▸ **Task directions**
Check each line of the data for "ring", and copy the ones that have it.

▸ **Data under study**
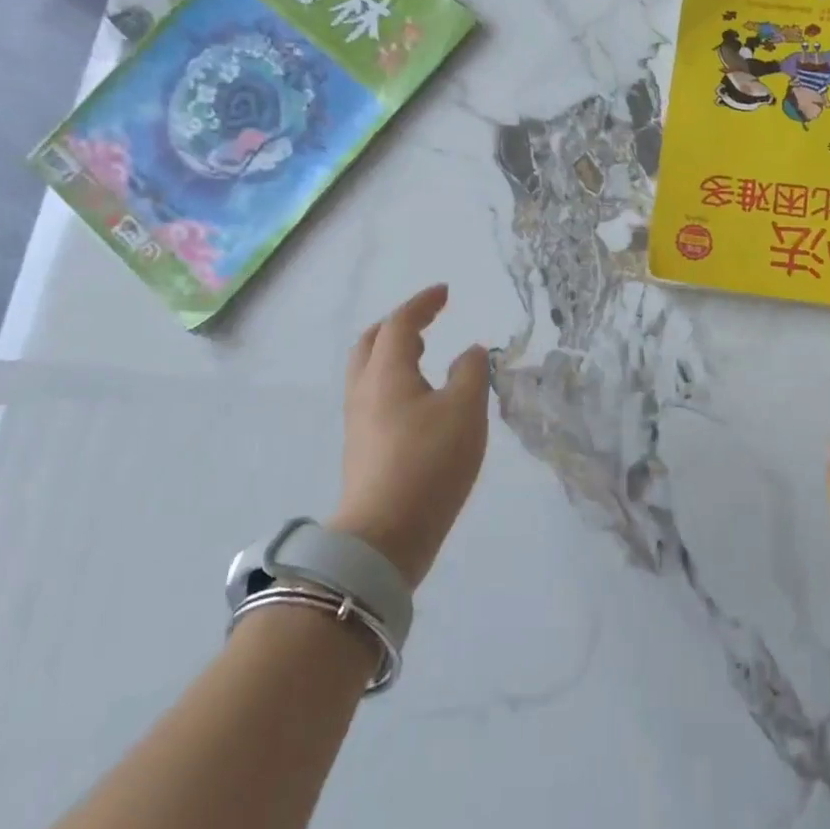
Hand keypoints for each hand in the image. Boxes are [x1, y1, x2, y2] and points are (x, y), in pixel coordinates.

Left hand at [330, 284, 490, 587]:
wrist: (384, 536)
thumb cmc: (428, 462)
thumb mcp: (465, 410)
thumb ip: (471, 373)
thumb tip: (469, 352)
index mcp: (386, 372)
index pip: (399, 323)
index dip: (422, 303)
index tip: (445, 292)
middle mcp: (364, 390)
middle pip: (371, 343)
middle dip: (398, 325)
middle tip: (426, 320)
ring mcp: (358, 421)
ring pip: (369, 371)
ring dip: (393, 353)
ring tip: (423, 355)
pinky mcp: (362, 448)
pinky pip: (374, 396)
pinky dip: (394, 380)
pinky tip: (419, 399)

* * *

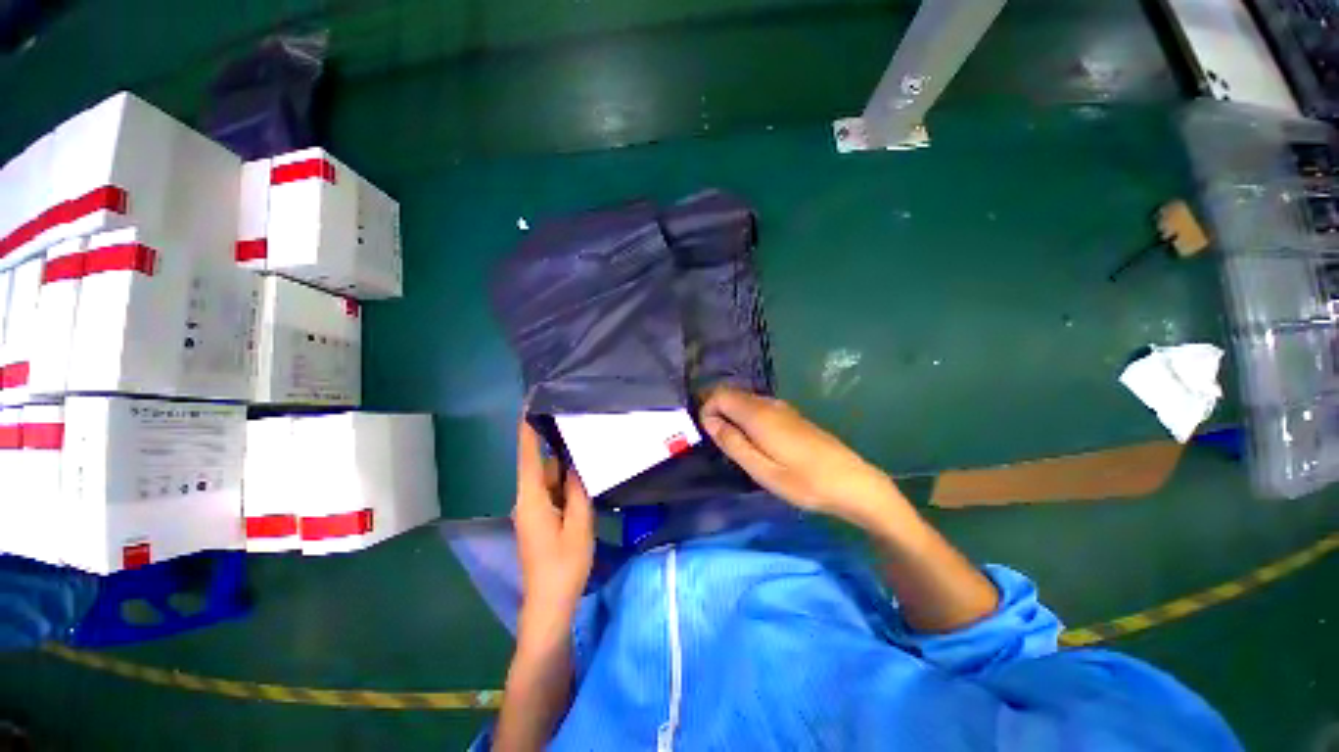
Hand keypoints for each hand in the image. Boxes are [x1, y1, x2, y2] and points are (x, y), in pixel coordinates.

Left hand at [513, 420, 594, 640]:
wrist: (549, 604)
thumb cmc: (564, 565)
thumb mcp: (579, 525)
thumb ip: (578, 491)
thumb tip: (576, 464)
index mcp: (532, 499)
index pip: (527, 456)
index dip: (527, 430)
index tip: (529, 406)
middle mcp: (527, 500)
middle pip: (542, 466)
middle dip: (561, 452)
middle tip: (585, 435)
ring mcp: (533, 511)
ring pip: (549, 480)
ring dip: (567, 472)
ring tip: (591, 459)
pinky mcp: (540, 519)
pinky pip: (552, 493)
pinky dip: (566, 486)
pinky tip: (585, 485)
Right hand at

▸ **Solution**
ring mcp: (358, 421)
ring pip: (369, 371)
ring dip: (393, 353)
ring tip: (423, 355)
ring mcp: (533, 511)
ring pip: (549, 480)
ring dip: (567, 472)
ring tip: (591, 459)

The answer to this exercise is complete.